Key Concepts
What Is an Agent?
An agent is an AI employee configured for a specific job. Every agent is built from the same three primitives:
Instructions — How the agent should behave. Tone, policies, escalation rules, tagging taxonomy. Written as a markdown document that's always in the agent's context. You shape instructions through chat or by editing them directly.
Integrations — What the agent can access and act on. Each integration provides:
Sources — what the agent can read (help center articles, past tickets, Notion pages)
Triggers — when the agent activates automatically (new ticket created, @mentioned, new message)
Actions — what the agent can do (draft reply, send reply, tag ticket, look up order)
Skills — Extra workflows the agent can run on top of its core job. Skills are distinct from the agent's day-to-day work — they have their own steps, logic, and output artifacts. Example: running a Simulation skill to test accuracy against old tickets.
Every agent also has an Activity feed showing all its output in one place.
Instructions vs. Knowledge — they're different:
Instructions = always in context. Defines HOW the agent behaves.
Knowledge = searched when relevant. Reference material from integrations and uploaded files.
What Are Integrations?
Integrations connect your agent to external services. They provide three things:
Sources
Data the agent reads and learns from
Help Center articles, past tickets, Notion pages, Google Docs
Triggers
Events that make the agent act automatically
New ticket created, @eesel mentioned, ticket assigned to bot
Actions
Things the agent can do in the external service
Draft reply, send reply, tag ticket, update status, look up order
Key behaviors:
Connecting an integration does NOT automatically activate it. You must explicitly enable triggers for the agent to act autonomously.
All integration types are available on all tiers. Tiers limit the number of integrations, not which ones.
Changes are live — no Save button. Toggle a trigger on and it's active immediately.
What are instructions?
Instructions are how you tell your agent what to do. Think of them as the onboarding document you'd give a new team member — they define your agent's personality, rules, and behavior.
Good instructions include:
Who the agent is — "You are a friendly support agent for Acme Corp"
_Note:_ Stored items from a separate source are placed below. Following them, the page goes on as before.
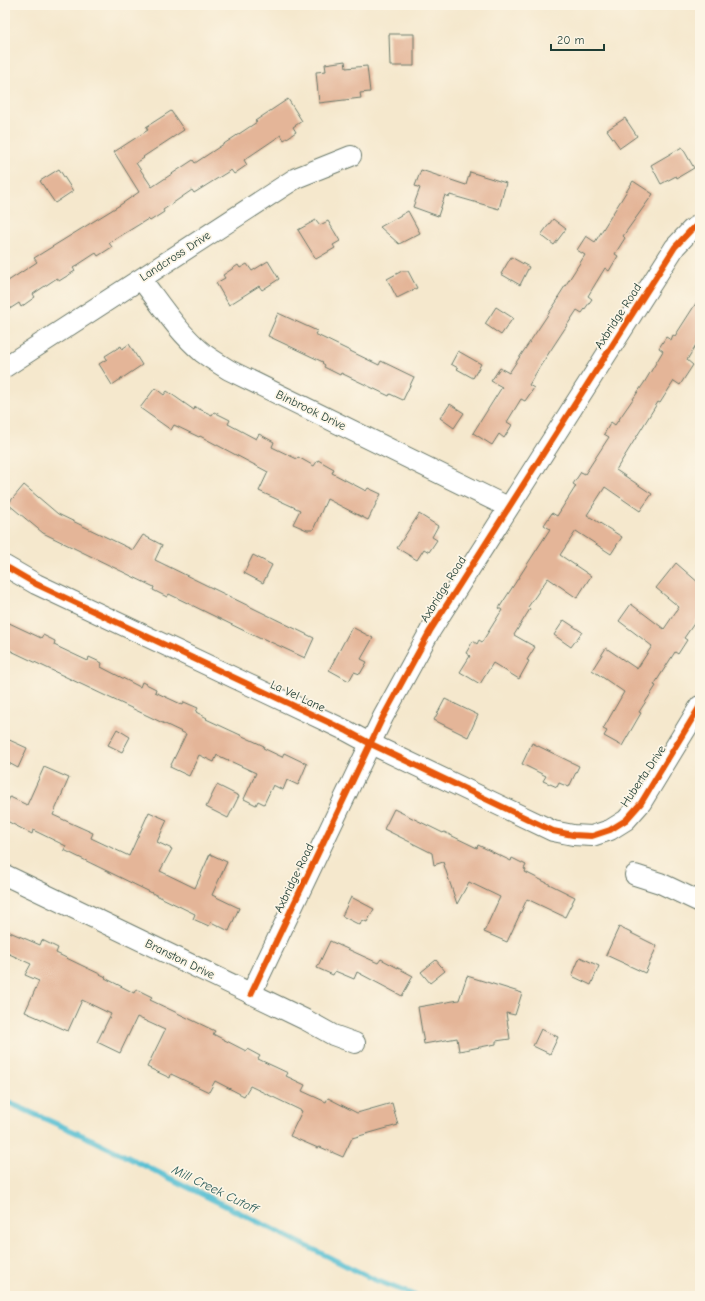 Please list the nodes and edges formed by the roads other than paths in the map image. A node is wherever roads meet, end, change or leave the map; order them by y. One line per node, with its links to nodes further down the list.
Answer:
1 (351, 156): 3 (street, Landcross Drive)
2 (700, 224): 5 (street, Axbridge Road)
3 (141, 279): 4 (street, Landcross Drive); 5 (street, Binbrook Drive)
4 (5, 367)
5 (508, 506): 8 (street, Axbridge Road)
6 (5, 566): 8 (street, La Vel Lane)
7 (700, 706): 9 (street, Huberta Drive)
8 (371, 744): 9 (street, La Vel Lane); 13 (street, Axbridge Road)
9 (585, 836)
10 (5, 875): 13 (street, Branston Drive)
11 (635, 875): 12 (street)
12 (700, 902)
13 (251, 994): 14 (street, Branston Drive)
14 (355, 1043) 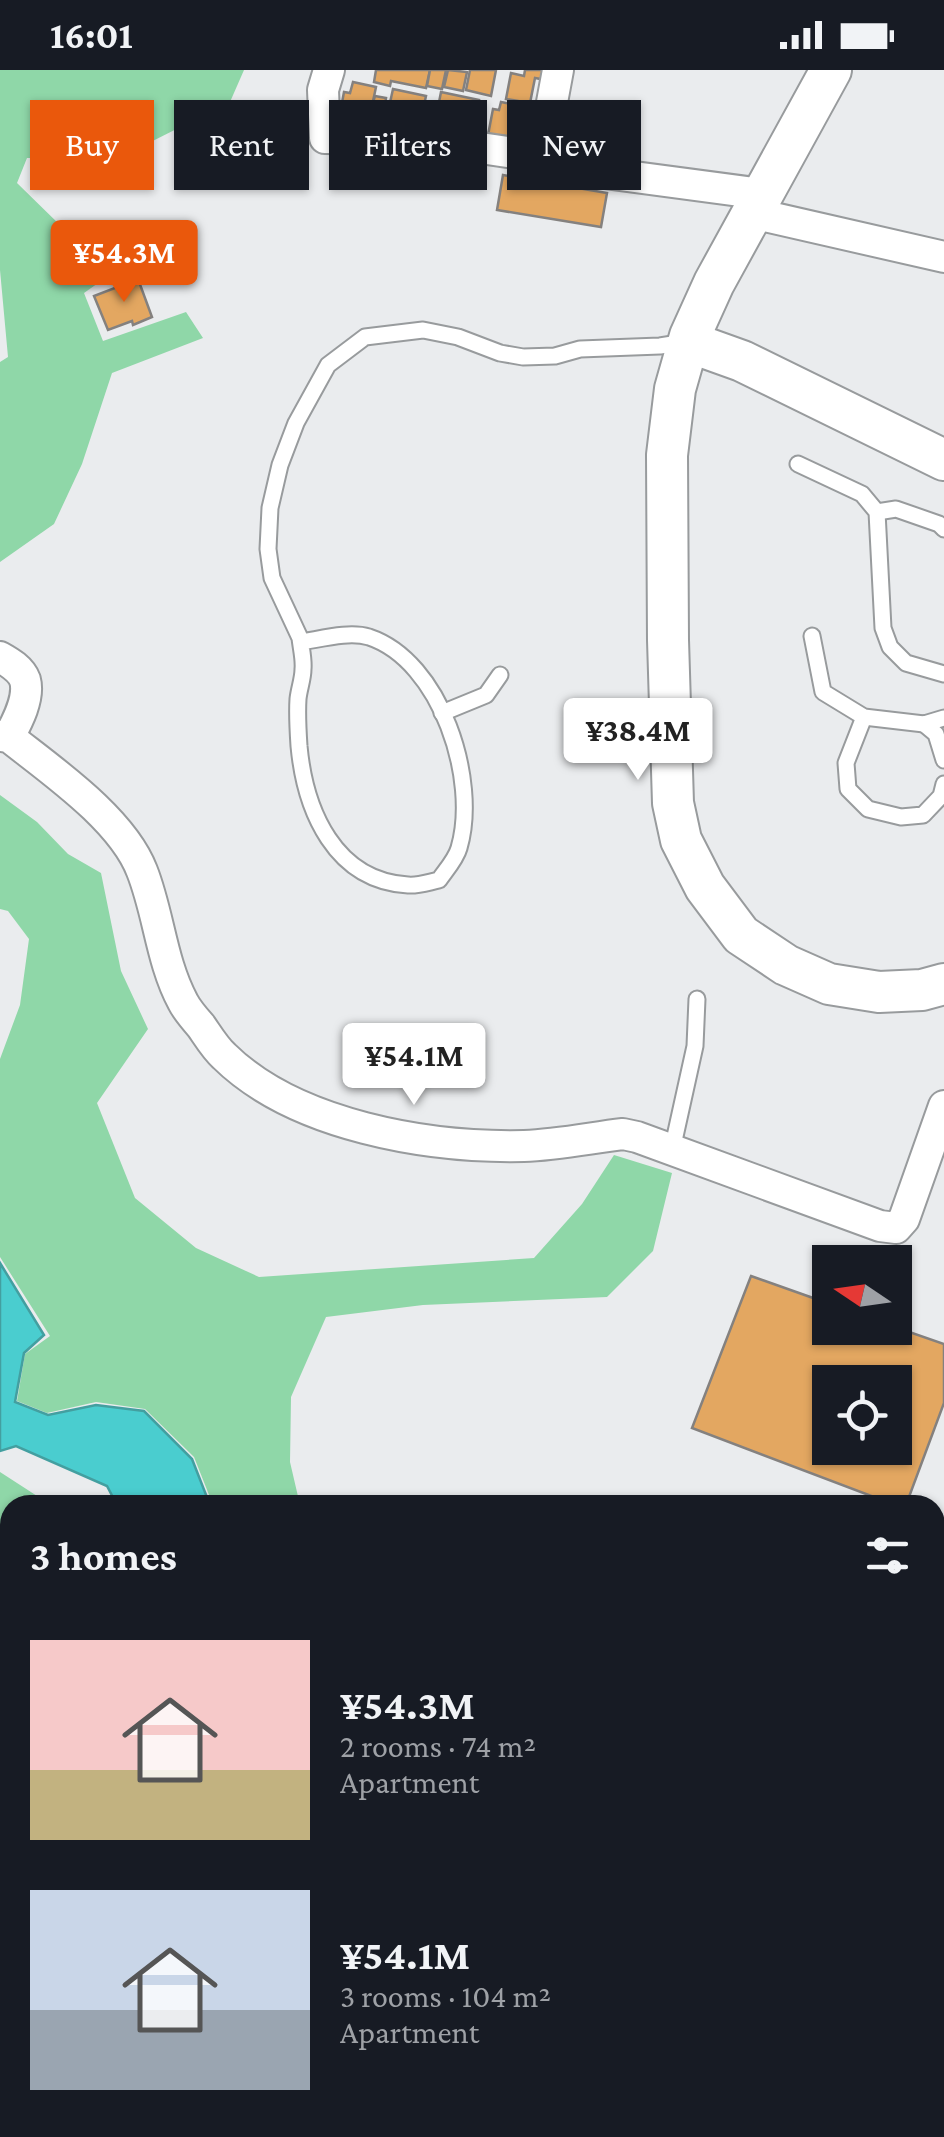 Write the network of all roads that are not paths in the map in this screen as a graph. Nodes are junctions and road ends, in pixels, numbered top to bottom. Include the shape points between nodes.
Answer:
1 (329, 70) edge
2 (558, 70) edge
3 (830, 70) edge
4 (552, 100) edge
5 (507, 152) edge
6 (641, 182) edge
7 (757, 204) junction
8 (944, 257) edge
9 (689, 342) junction
10 (944, 460) edge
11 (798, 464) dead end
12 (877, 512) junction
13 (944, 528) edge
14 (812, 636) dead end
15 (301, 642) junction
16 (0, 658) edge
17 (944, 674) edge
18 (500, 675) dead end
19 (442, 713) junction
20 (864, 717) junction
21 (944, 718) edge
22 (924, 724) junction
23 (5, 737) edge
24 (944, 760) edge
25 (944, 784) edge
26 (944, 984) edge
27 (697, 999) dead end
28 (944, 1106) edge
29 (672, 1150) junction

1 - 5 street via 323,90 326,138 426,140
2 - 4 street
3 - 7 street
6 - 7 street
7 - 8 street
7 - 9 street
9 - 10 street via 742,361
9 - 15 lane via 523,357 423,330 366,337 328,365 296,423 270,508 272,578
9 - 26 street via 667,454 673,785 681,840 705,888 741,935 786,965 828,984 878,992
11 - 12 lane via 862,494
12 - 13 lane via 896,509
12 - 17 lane via 883,628 890,648 906,663
14 - 20 lane via 823,692
15 - 19 lane via 365,635 392,646
15 - 19 lane via 299,746 307,790 320,824 354,869 411,886 439,880 458,851 463,780
16 - 23 street via 25,680 17,722
18 - 19 lane via 486,695
20 - 22 lane
20 - 25 lane via 846,762 848,789 868,809 923,815
21 - 22 lane
22 - 24 lane via 936,734
23 - 29 street via 114,826 141,866 168,971 184,1005 223,1056 268,1090 377,1133 444,1143 526,1146 623,1134
27 - 29 lane via 696,1046
28 - 29 street via 896,1228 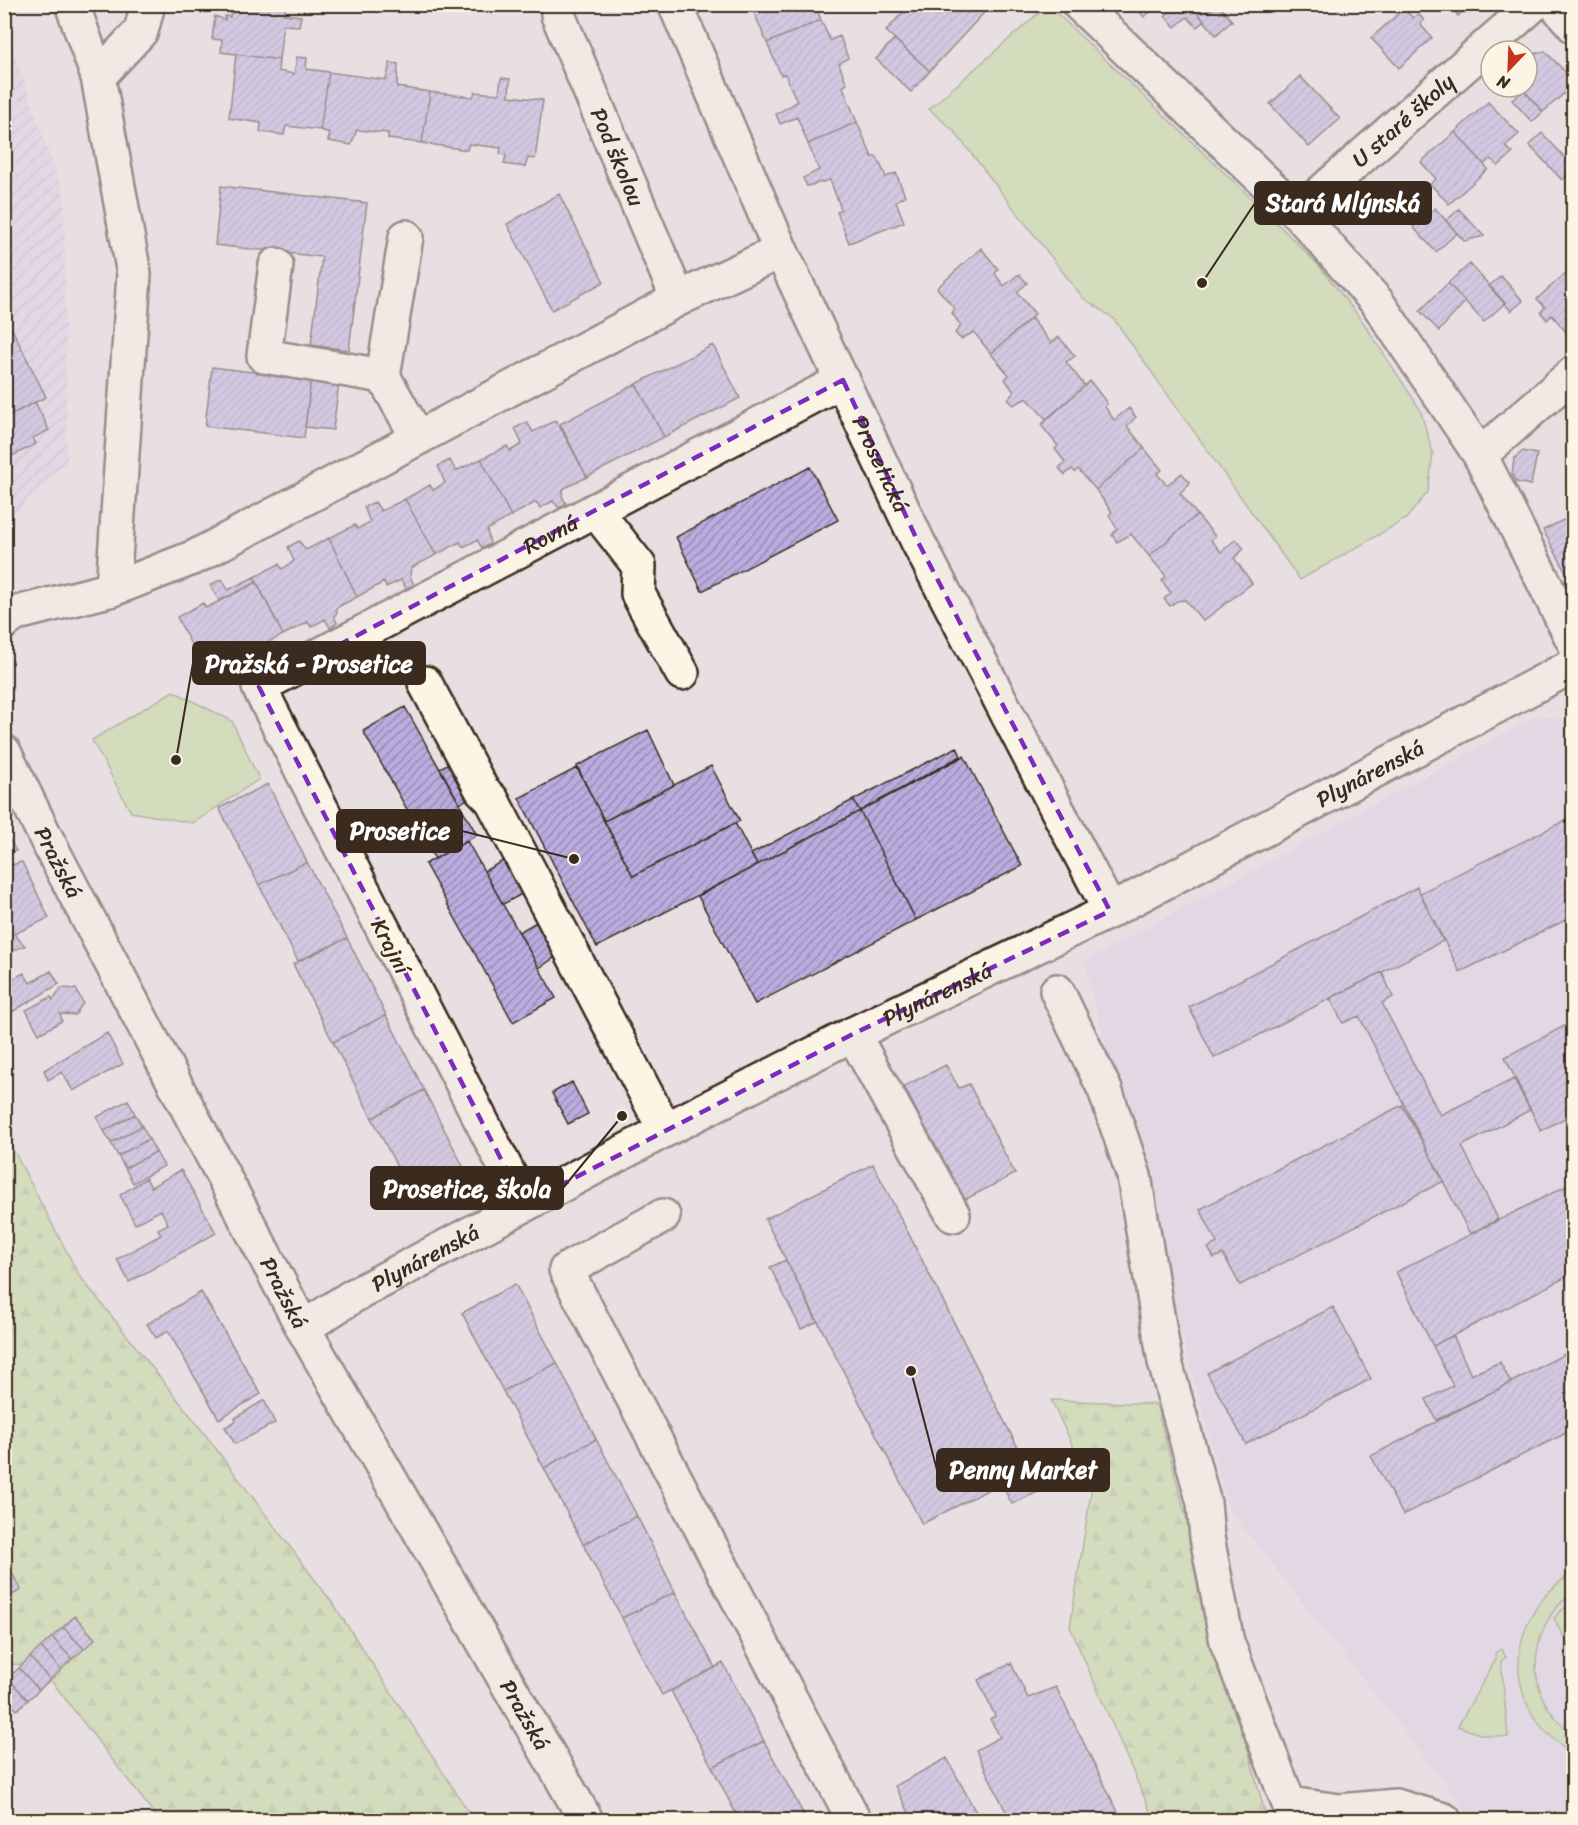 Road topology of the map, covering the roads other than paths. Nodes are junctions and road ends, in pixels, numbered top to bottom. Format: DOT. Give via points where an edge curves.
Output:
graph roads {
  1 [pos="72,4"];
  2 [pos="148,4"];
  3 [pos="675,4"];
  4 [pos="1079,4"];
  5 [pos="1534,4"];
  6 [pos="1555,4"];
  7 [pos="558,15"];
  8 [pos="1574,26"];
  9 [pos="98,77"];
  10 [pos="1298,213"];
  11 [pos="406,237"];
  12 [pos="781,250"];
  13 [pos="276,265"];
  14 [pos="678,299"];
  15 [pos="1574,372"];
  16 [pos="383,376"];
  17 [pos="843,380"];
  18 [pos="418,438"];
  19 [pos="1480,455"];
  20 [pos="595,510"];
  21 [pos="113,590"];
  22 [pos="4,622"];
  23 [pos="1574,642"];
  24 [pos="1574,665"];
  25 [pos="682,673"];
  26 [pos="425,683"];
  27 [pos="259,687"];
  28 [pos="4,752"];
  29 [pos="1110,911"];
  30 [pos="1057,991"];
  31 [pos="853,1034"];
  32 [pos="665,1130"];
  33 [pos="524,1204"];
  34 [pos="953,1215"];
  35 [pos="663,1216"];
  36 [pos="303,1328"];
  37 [pos="586,1821"];
  38 [pos="854,1821"];
  39 [pos="1444,1821"];
  1 -- 9 [label="street"];
  2 -- 9 [label="street" via="141,31"];
  3 -- 12 [label="street, Prosetická"];
  4 -- 10 [label="street"];
  5 -- 10 [label="street, U staré školy"];
  6 -- 8 [label="street"];
  7 -- 14 [label="street, Pod školou"];
  9 -- 21 [label="street" via="134,274"];
  10 -- 19 [label="street" via="1377,302"];
  11 -- 16 [label="street"];
  12 -- 14 [label="street"];
  12 -- 17 [label="street, Prosetická"];
  13 -- 16 [label="street" via="264,357"];
  14 -- 18 [label="street"];
  15 -- 19 [label="street"];
  16 -- 18 [label="street"];
  17 -- 20 [label="street, Rovná"];
  17 -- 29 [label="street, Prosetická" via="918,542"];
  18 -- 21 [label="street" via="195,557"];
  19 -- 23 [label="street"];
  20 -- 25 [label="street" via="639,566 638,594"];
  20 -- 27 [label="street, Rovná"];
  21 -- 22 [label="street" via="17,613"];
  24 -- 29 [label="street, Plynárenská"];
  26 -- 32 [label="street" via="482,790 492,800"];
  27 -- 33 [label="street, Krajní"];
  28 -- 36 [label="street, Pražská"];
  29 -- 31 [label="street, Plynárenská"];
  30 -- 39 [label="street" via="1105,1090 1134,1176 1166,1362 1204,1503 1227,1642 1289,1804 1340,1810 1396,1806"];
  31 -- 32 [label="street, Plynárenská"];
  31 -- 34 [label="street"];
  32 -- 33 [label="street, Plynárenská"];
  33 -- 36 [label="street, Plynárenská" via="353,1296"];
  35 -- 38 [label="street" via="566,1270"];
  36 -- 37 [label="street, Pražská"];
}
How to respond — "Keep answers concise. Use bullet points for steps."
What to do in specific situations — "If the customer asks about billing, check their order status first"
When to escalate — "If you can't answer confidently, assign to the Support team"
Where to find instructions
Open your agent and click the Instructions tab in the main content area. Instructions are written in plain text (markdown supported).
What to include
Good instructions cover four areas:
1. Identity and role
Tell the agent who it is and what it does.
Good example:
Bad example:
2. Response style
Define how the agent should communicate.
Good example:
Bad example:
3. Handling specific situations
Give clear rules for common scenarios.
Good example:
4. Escalation rules
Define exactly when the agent should hand off to a human.
Good example:
Bad example:
Tips for better instructions
Be specific. Vague instructions lead to inconsistent behavior. Instead of "be helpful," define exactly what helpful looks like.
Include examples. If you want responses formatted a certain way, show an example in the instructions.
Iterate based on testing. Test in the chat panel, see what the agent gets wrong, and refine instructions accordingly.
Don't overload. A focused set of clear rules works better than a long list of edge cases. Start simple and add rules as you discover gaps.
Use the chat assistant. The AI assistant in the right panel can help you write and refine instructions.
What Are Skills?
Skills are distinct multi-step workflows an agent can run on top of its core job. A skill earns its existence when it has its own steps and output artifact — not just a single tool call.
What's NOT a skill: The agent's core behavior (drafting replies, tagging tickets, writing posts) emerges from integrations + instructions. That's the core job, not a skill.
Running skills:
On-demand: Click Run or ask in chat ("Run simulation on 200 tickets from last 60 days")
Scheduled: Set up via Settings > Schedules (Daily/Weekly/Monthly at a specific time)
Skill availability by tier:
Junior
—
—
Senior
—
—
Manager
All
All
Enterprise
All
All
Building Trust (Observe, Verify, Automate)
eesel agents are designed for gradual trust building — you start fully supervised and expand autonomy over time.
The progression:
Test in dashboard — Chat with your agent, ask questions, verify answers. No customer impact.
Draft mode (HITL) — Agent processes real tickets but every reply requires your approval before sending. You see the draft, edit if needed, then approve or reject.
Semi-autonomous — After a track record ("You approved 94% without edits this week"), the agent suggests automating routine responses while still escalating edge cases.
Fully autonomous — Agent handles tickets end-to-end. You monitor via daily recaps, analytics, and exception alerts.
Human-in-the-Loop (HITL) — how it works:
Agent processes a ticket and reaches the "Send reply" action (configured as HITL).
Action pauses. Notification appears on your Home dashboard and optionally via email.
You open the ticket log, see the draft, and can edit the text.
Click Approve to send, or Reject to request a revision.
If rejected, the agent asks for feedback in Chat, regenerates, and you review again.